During the height of the H1N1 influenza alert, a small team of Minnesota Department of Health epidemiologists worked late into the night, testing hundreds of patient specimens that were sent to the state laboratory.
They were looking for signs of the new flu strain. But what they mostly found was regular seasonal flu.
Of the approximately 493 specimens tested, there was one confirmed case of H1N1 and 11 probable cases. Thirty-three samples matched seasonal flu.
That's more seasonal flu cases than MDH epidemiologist Kris Ehresmann would have expected this late in the year. Perhaps it's normal and the state's heightened surveillance finally detected it, according to Ehresmann.
"The H1N1 novel influenza really drew our attention to influenza, at a time when we normally don't think about it. And it drew attention both on the part of the clinician community, as well as the labs for testing. And so we're picking up things that we normally would not have," Ehresmann said.
As far as flu seasons go, H1N1 aside, this was a fairly unremarkable year.
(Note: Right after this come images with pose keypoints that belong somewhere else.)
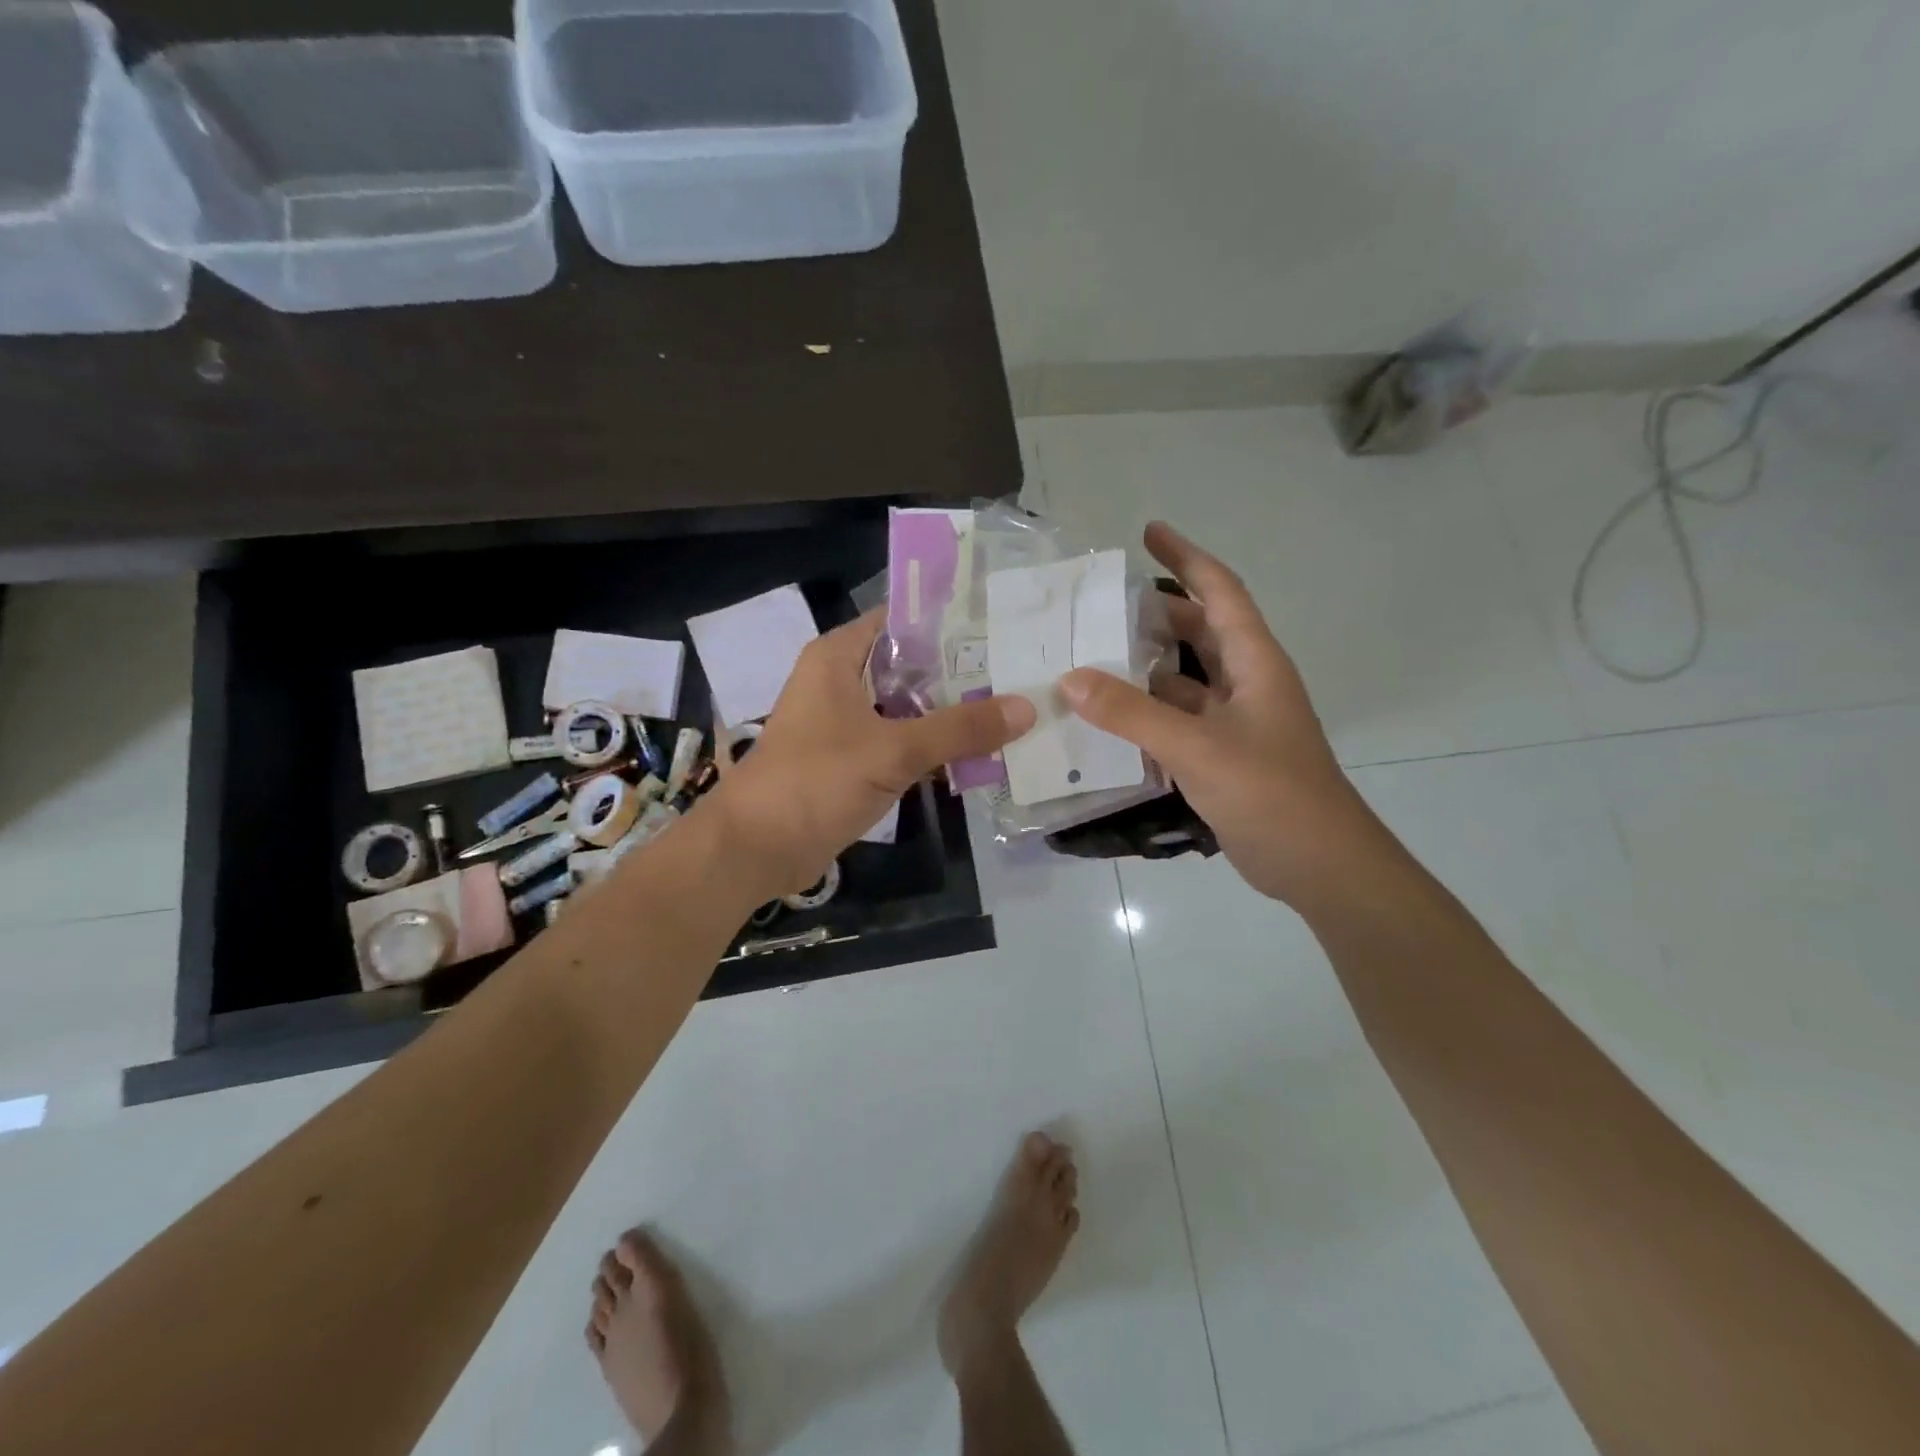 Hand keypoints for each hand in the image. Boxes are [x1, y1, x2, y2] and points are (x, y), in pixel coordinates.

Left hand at [704, 608, 1036, 898]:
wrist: (756, 848)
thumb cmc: (815, 781)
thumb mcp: (893, 750)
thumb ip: (960, 729)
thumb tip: (1027, 707)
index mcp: (838, 656)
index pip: (902, 618)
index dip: (950, 620)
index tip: (1003, 625)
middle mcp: (841, 680)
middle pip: (910, 663)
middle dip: (960, 670)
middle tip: (1021, 669)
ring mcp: (845, 721)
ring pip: (907, 705)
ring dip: (949, 711)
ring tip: (1012, 705)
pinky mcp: (850, 758)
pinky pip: (900, 739)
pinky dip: (932, 744)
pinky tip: (978, 751)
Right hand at [1061, 522, 1384, 906]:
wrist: (1320, 866)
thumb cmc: (1271, 793)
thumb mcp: (1198, 748)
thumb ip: (1133, 714)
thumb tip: (1071, 678)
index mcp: (1254, 663)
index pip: (1219, 593)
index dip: (1186, 558)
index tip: (1149, 531)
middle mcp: (1246, 683)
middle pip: (1198, 631)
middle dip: (1155, 612)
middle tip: (1100, 603)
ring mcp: (1234, 723)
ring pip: (1183, 679)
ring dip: (1144, 666)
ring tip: (1090, 655)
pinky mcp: (1221, 756)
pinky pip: (1177, 720)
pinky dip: (1145, 713)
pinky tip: (1107, 717) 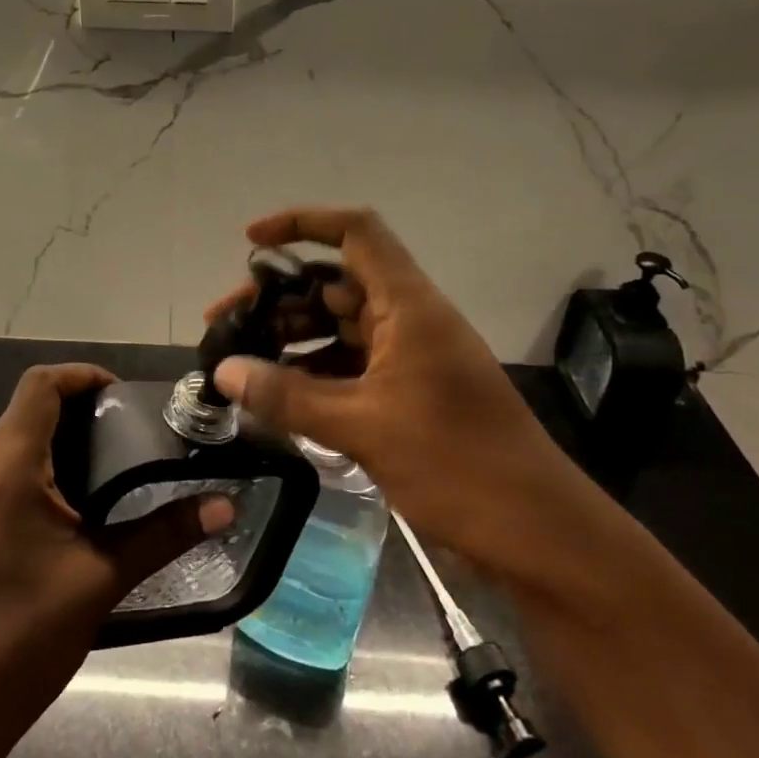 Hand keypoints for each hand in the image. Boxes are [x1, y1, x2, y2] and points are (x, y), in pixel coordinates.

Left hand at [0, 364, 233, 757]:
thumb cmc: (24, 637)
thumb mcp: (103, 578)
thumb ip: (165, 533)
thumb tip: (226, 505)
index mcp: (8, 468)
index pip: (40, 385)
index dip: (84, 375)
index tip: (128, 395)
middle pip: (31, 407)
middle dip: (83, 406)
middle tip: (138, 428)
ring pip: (21, 440)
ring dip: (67, 438)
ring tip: (123, 460)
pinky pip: (13, 472)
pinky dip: (51, 467)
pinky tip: (88, 501)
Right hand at [208, 208, 599, 591]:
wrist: (536, 533)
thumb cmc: (457, 465)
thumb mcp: (363, 428)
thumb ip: (288, 397)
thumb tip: (223, 371)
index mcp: (409, 306)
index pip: (356, 233)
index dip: (302, 224)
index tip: (251, 242)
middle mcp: (409, 320)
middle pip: (335, 284)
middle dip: (278, 297)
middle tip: (224, 324)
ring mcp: (410, 359)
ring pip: (339, 328)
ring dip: (292, 338)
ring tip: (240, 361)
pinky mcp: (408, 395)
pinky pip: (350, 367)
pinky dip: (313, 374)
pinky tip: (276, 395)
The strains in circulation were mild and there have been no pediatric deaths in Minnesota -- breaking a troubling trend in recent flu seasons.
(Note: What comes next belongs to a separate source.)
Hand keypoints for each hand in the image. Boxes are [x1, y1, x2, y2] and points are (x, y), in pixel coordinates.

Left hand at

Changes in the state's vaccination guidelines have probably made a difference, Ehresmann said.
"Whereas in the past only a portion of children were recommended for vaccination, now all children from 6 months through 18 years are recommended to receive an influenza vaccine. So that was a new twist to this year's influenza season," she said.
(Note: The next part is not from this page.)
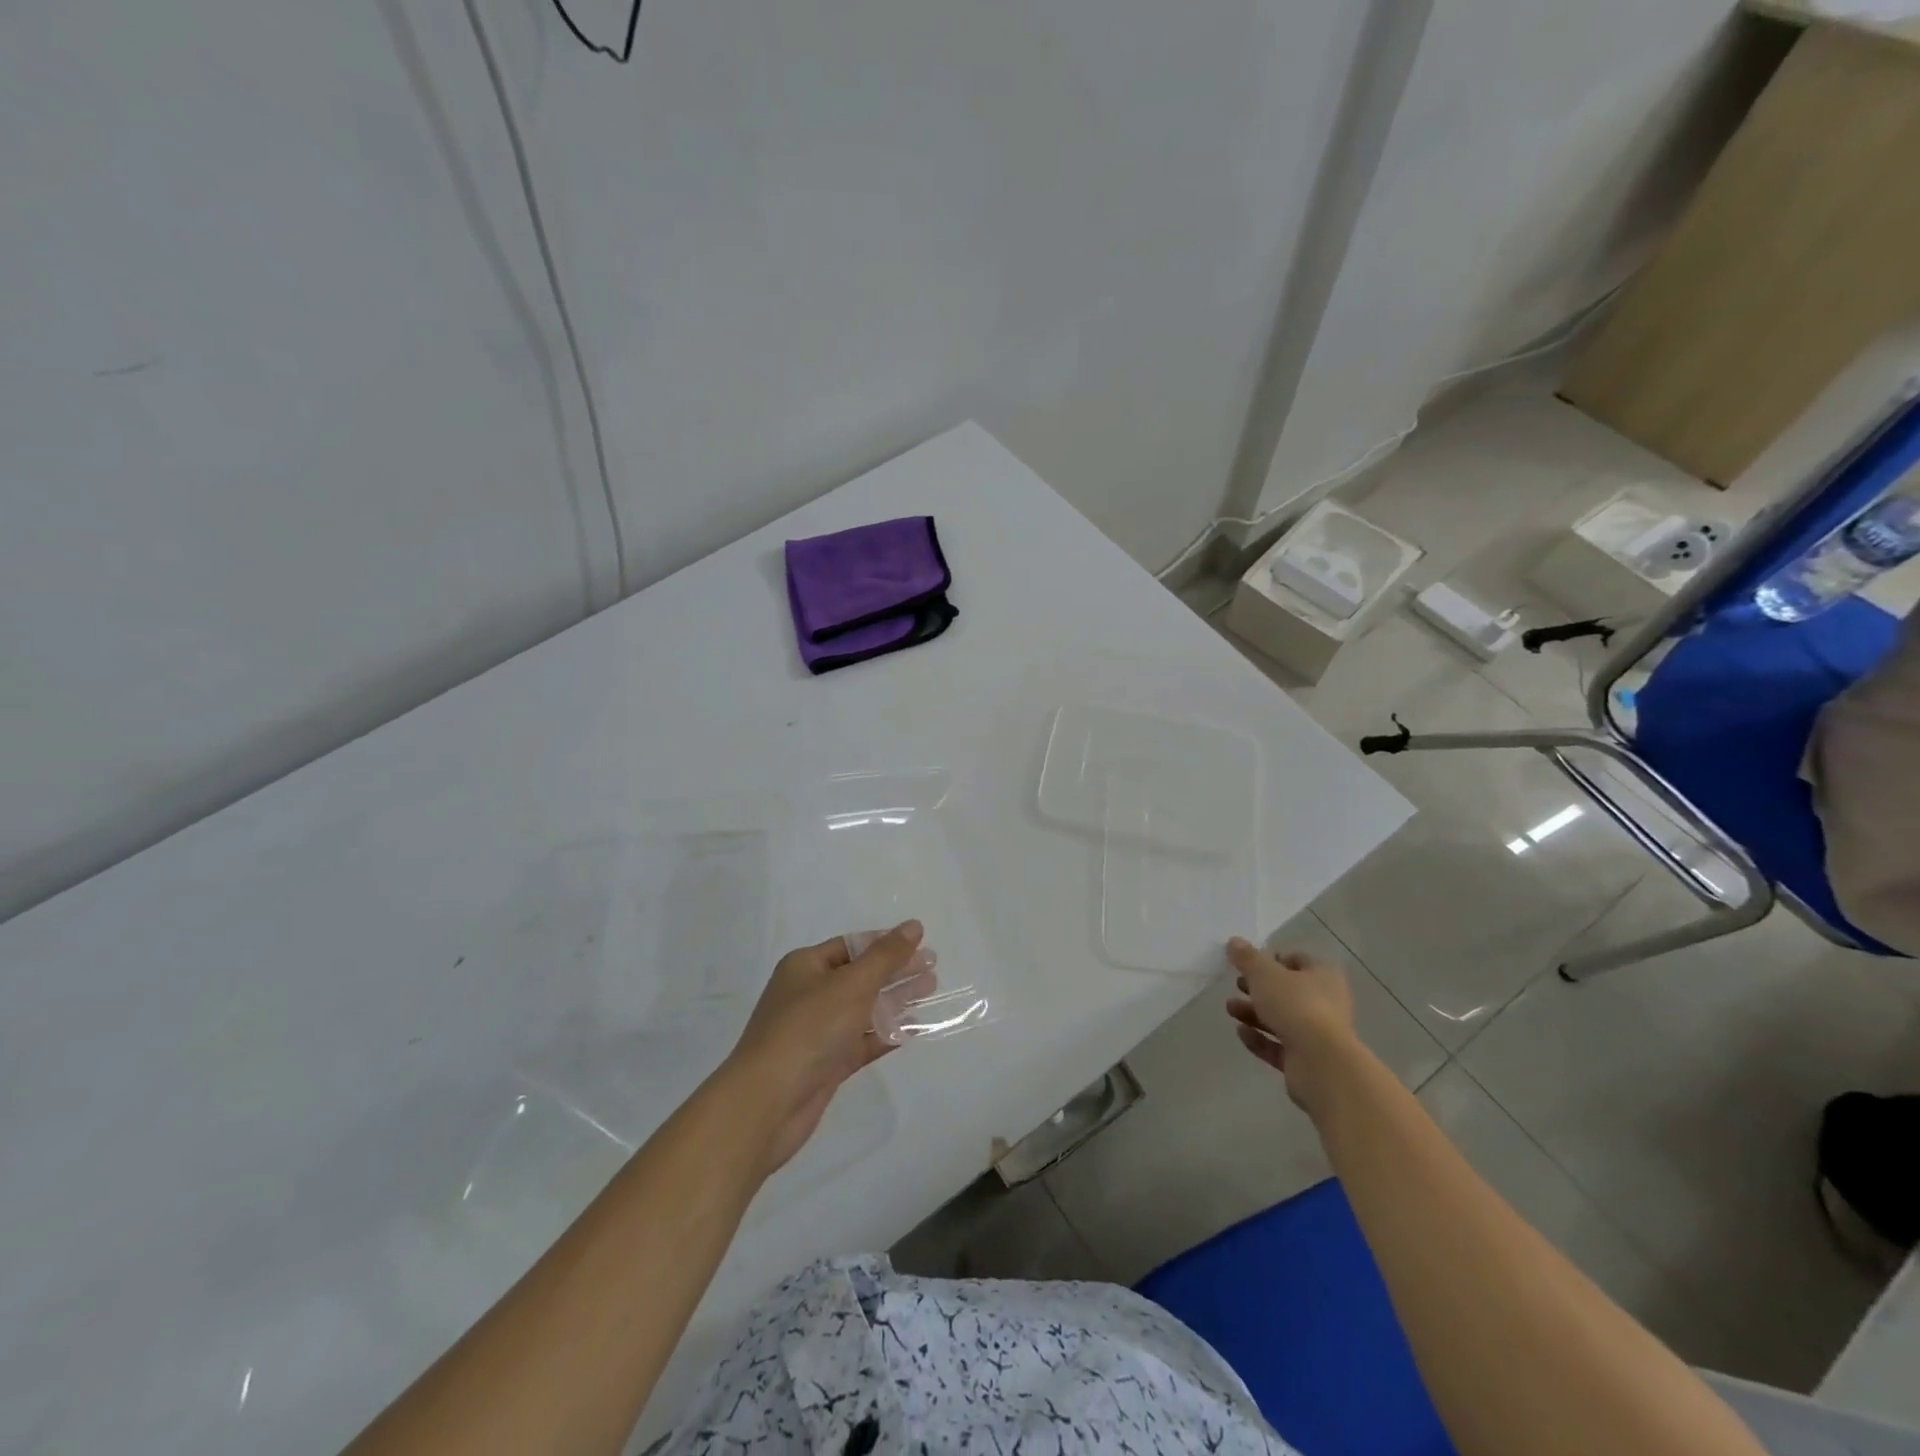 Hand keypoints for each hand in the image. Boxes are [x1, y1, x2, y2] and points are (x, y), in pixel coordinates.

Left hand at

The state doesn't track adult deaths from seasonal flu. But the Health Department estimates that each year 700 to 800 Minnesotans, mostly elderly, die from complications from the virus.
Reports from nursing homes appear to reinforce the idea that this was a mild year for flu. There were fewer long-term care facilities that reported outbreaks among their patients, the Health Department said.
What does this influenza season suggest about how flu might unfold next fall?
With H1N1 now in the mix of flu strains, the situation is even more unpredictable, according to Greg Filice, Chief of Infectious Diseases at the Veterans Affairs Hospital in Minneapolis.
"Unless things change with the virus, I think the best guess is disease next winter will be similar to what we're seeing now," said Filice. "So if we see disease next year, there's no reason to expect that it would be a lot different -- although this virus can mutate and recombine, and so we can't totally be sure."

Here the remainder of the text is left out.